#### ABOUT THIS TASK
How many lines in the records below contain the string "bridge"? Answer with the number alone.

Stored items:
------------

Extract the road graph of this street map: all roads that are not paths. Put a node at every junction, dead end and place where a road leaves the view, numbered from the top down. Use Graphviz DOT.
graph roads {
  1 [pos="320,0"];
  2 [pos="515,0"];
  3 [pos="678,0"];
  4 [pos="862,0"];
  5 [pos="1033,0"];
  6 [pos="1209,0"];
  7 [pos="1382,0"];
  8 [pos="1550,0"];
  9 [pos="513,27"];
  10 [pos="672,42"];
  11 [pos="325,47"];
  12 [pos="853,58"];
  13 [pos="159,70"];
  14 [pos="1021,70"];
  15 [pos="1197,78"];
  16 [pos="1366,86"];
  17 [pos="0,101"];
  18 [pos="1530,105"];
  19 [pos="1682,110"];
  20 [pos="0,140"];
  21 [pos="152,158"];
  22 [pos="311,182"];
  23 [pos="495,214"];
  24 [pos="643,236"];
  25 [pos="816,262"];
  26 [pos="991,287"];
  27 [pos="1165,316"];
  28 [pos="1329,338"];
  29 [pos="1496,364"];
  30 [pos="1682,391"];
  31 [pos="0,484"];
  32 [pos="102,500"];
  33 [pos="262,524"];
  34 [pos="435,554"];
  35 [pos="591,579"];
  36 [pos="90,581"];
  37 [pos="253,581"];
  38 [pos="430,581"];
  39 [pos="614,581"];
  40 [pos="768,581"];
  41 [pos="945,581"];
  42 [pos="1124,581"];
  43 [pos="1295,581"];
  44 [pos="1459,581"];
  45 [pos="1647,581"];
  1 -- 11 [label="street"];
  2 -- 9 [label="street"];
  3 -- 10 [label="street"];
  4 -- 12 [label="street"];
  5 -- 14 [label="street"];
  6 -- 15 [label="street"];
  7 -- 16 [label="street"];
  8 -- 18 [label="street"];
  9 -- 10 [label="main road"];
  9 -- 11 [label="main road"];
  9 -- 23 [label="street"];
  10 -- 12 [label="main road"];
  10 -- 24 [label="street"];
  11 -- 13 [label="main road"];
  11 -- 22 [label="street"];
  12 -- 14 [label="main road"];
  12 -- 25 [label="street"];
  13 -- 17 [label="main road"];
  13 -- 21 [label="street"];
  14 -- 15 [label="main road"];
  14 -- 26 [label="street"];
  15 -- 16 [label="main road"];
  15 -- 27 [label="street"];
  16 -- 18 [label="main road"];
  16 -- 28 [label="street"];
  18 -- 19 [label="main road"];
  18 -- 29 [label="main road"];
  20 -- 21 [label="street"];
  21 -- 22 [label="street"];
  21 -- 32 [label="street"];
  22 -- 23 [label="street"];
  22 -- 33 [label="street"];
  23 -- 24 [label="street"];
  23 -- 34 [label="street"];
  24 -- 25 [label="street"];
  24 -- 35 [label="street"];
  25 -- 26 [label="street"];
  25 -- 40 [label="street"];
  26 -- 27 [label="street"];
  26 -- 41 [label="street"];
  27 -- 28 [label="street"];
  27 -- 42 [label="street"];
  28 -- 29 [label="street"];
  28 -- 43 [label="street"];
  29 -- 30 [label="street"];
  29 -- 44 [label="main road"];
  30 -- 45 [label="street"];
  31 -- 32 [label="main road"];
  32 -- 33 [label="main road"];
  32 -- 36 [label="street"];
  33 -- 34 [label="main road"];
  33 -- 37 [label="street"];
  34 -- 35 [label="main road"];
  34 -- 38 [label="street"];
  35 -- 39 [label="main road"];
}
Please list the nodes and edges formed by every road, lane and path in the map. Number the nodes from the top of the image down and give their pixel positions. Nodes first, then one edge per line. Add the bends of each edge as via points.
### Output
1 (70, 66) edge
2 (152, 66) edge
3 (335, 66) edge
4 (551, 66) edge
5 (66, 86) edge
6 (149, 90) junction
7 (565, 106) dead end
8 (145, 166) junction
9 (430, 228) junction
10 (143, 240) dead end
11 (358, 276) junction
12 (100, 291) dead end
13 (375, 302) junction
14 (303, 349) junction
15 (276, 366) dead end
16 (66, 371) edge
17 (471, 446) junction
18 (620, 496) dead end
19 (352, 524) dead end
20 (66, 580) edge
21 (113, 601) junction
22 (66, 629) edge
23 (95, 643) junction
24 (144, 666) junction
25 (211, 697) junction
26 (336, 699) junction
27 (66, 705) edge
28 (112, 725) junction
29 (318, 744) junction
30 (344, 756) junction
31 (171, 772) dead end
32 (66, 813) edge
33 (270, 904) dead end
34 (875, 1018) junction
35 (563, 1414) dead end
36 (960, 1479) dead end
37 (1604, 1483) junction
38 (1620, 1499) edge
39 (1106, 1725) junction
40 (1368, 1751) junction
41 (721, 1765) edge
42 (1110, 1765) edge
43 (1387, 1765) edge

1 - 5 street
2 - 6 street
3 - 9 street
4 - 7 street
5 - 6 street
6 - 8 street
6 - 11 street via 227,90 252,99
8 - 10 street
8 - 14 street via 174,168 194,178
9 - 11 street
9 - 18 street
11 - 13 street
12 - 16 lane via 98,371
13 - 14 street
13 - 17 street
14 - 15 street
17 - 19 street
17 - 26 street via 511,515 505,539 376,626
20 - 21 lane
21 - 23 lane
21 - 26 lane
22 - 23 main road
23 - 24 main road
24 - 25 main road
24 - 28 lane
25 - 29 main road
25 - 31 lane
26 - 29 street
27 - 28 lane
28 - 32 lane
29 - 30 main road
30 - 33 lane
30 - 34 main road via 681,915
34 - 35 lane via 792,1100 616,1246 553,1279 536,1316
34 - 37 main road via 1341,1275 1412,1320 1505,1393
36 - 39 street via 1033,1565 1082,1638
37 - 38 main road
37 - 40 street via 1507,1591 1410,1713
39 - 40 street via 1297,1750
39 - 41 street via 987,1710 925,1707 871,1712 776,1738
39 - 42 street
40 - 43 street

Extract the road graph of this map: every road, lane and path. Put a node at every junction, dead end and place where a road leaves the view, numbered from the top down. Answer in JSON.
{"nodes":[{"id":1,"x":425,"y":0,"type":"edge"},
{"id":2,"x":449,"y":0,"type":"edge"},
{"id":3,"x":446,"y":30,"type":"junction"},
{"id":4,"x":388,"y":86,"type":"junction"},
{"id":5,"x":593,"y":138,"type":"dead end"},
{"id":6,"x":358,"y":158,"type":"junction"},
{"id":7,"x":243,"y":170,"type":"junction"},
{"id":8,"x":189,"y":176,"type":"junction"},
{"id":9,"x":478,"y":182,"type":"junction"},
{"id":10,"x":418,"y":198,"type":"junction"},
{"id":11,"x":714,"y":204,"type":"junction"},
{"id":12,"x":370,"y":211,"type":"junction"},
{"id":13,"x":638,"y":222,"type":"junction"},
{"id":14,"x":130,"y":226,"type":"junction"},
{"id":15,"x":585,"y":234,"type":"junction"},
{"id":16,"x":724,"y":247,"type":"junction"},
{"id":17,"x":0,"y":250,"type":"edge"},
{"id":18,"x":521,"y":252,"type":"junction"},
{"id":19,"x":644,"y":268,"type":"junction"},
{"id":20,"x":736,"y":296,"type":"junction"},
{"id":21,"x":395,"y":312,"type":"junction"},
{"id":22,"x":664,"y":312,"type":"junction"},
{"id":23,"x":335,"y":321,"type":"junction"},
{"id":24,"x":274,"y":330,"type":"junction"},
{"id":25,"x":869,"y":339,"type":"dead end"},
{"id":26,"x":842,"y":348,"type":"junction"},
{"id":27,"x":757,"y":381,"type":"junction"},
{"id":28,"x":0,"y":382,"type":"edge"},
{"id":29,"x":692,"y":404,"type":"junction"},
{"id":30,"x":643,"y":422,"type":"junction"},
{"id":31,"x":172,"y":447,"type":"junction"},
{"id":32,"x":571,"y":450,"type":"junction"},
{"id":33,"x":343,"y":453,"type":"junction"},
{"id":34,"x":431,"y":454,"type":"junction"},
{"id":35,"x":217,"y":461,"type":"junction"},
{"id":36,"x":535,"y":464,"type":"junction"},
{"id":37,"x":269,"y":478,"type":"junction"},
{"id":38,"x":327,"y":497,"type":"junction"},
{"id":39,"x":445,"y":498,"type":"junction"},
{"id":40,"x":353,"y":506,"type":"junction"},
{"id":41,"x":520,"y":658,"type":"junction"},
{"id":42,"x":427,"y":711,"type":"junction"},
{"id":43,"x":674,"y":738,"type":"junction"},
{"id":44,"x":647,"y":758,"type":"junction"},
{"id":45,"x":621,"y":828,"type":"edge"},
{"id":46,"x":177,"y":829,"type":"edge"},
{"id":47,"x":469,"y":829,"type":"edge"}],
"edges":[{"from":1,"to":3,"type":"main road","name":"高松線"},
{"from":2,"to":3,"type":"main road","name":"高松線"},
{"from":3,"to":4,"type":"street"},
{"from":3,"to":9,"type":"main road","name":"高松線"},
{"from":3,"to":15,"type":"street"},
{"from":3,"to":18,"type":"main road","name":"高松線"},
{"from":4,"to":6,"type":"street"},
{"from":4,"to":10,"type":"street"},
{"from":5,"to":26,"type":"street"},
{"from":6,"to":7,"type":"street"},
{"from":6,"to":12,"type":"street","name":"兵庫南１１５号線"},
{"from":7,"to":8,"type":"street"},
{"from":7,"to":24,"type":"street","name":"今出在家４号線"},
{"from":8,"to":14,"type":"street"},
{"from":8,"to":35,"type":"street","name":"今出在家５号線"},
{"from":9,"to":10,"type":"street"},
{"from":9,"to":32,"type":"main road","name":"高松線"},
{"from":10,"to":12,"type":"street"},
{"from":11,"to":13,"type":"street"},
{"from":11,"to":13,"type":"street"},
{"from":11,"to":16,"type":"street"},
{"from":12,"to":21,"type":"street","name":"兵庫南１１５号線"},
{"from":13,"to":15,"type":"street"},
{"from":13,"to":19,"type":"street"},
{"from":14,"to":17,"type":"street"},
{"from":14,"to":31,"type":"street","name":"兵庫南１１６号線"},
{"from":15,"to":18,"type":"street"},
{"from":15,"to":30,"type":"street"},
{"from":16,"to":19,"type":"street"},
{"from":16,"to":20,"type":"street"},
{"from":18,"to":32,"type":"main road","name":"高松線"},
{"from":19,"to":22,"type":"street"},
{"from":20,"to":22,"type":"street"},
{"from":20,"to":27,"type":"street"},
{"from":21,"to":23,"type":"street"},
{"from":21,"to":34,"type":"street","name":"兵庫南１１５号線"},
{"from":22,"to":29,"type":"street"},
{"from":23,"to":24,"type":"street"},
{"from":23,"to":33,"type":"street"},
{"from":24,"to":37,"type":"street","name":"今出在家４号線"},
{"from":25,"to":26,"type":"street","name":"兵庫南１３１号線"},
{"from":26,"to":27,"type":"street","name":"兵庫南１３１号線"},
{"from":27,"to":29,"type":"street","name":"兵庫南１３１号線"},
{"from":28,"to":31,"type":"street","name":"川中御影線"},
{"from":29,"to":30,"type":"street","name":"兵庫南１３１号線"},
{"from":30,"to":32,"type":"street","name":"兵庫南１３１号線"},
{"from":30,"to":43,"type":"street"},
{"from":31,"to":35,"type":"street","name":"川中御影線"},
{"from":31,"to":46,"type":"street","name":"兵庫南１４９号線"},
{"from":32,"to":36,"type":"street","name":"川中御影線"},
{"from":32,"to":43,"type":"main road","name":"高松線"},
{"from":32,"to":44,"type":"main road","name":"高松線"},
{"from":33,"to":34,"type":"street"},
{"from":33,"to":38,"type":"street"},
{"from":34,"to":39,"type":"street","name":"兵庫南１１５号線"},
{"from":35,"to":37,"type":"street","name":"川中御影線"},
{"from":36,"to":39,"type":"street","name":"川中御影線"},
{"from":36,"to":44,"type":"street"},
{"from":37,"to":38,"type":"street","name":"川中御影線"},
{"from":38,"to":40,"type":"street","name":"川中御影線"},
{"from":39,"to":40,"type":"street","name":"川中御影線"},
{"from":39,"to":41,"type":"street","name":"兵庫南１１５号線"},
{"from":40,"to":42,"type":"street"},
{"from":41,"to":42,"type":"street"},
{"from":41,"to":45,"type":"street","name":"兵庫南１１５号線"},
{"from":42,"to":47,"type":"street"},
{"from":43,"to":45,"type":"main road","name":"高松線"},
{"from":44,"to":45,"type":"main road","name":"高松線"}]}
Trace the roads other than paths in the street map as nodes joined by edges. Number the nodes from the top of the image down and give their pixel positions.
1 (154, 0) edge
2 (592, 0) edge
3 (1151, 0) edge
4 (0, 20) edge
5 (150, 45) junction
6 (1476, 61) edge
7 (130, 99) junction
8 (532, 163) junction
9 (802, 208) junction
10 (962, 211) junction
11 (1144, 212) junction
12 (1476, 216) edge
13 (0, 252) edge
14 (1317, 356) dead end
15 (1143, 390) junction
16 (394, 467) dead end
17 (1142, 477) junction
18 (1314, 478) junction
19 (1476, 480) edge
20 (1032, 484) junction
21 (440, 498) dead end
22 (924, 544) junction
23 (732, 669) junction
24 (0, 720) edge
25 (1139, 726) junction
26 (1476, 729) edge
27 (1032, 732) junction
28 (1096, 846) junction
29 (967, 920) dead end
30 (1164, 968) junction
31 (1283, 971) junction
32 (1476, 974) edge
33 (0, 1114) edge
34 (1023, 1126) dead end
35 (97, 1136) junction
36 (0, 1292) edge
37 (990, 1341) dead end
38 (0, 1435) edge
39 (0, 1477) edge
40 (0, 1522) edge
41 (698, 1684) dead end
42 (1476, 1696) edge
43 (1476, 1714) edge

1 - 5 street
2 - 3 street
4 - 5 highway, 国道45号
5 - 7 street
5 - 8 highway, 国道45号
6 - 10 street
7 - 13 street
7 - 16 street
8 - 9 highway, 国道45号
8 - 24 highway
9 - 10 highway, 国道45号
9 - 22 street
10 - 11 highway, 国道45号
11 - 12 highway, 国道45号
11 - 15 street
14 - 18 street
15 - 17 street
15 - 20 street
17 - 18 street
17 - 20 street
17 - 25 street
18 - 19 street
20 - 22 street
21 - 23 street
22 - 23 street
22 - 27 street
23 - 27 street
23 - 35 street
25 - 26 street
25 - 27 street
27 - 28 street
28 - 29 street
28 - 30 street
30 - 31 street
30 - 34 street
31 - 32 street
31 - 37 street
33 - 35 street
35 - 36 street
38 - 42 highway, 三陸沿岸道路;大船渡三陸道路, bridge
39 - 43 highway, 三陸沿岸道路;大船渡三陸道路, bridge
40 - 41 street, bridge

------------

#### SOLVED PROBLEM
3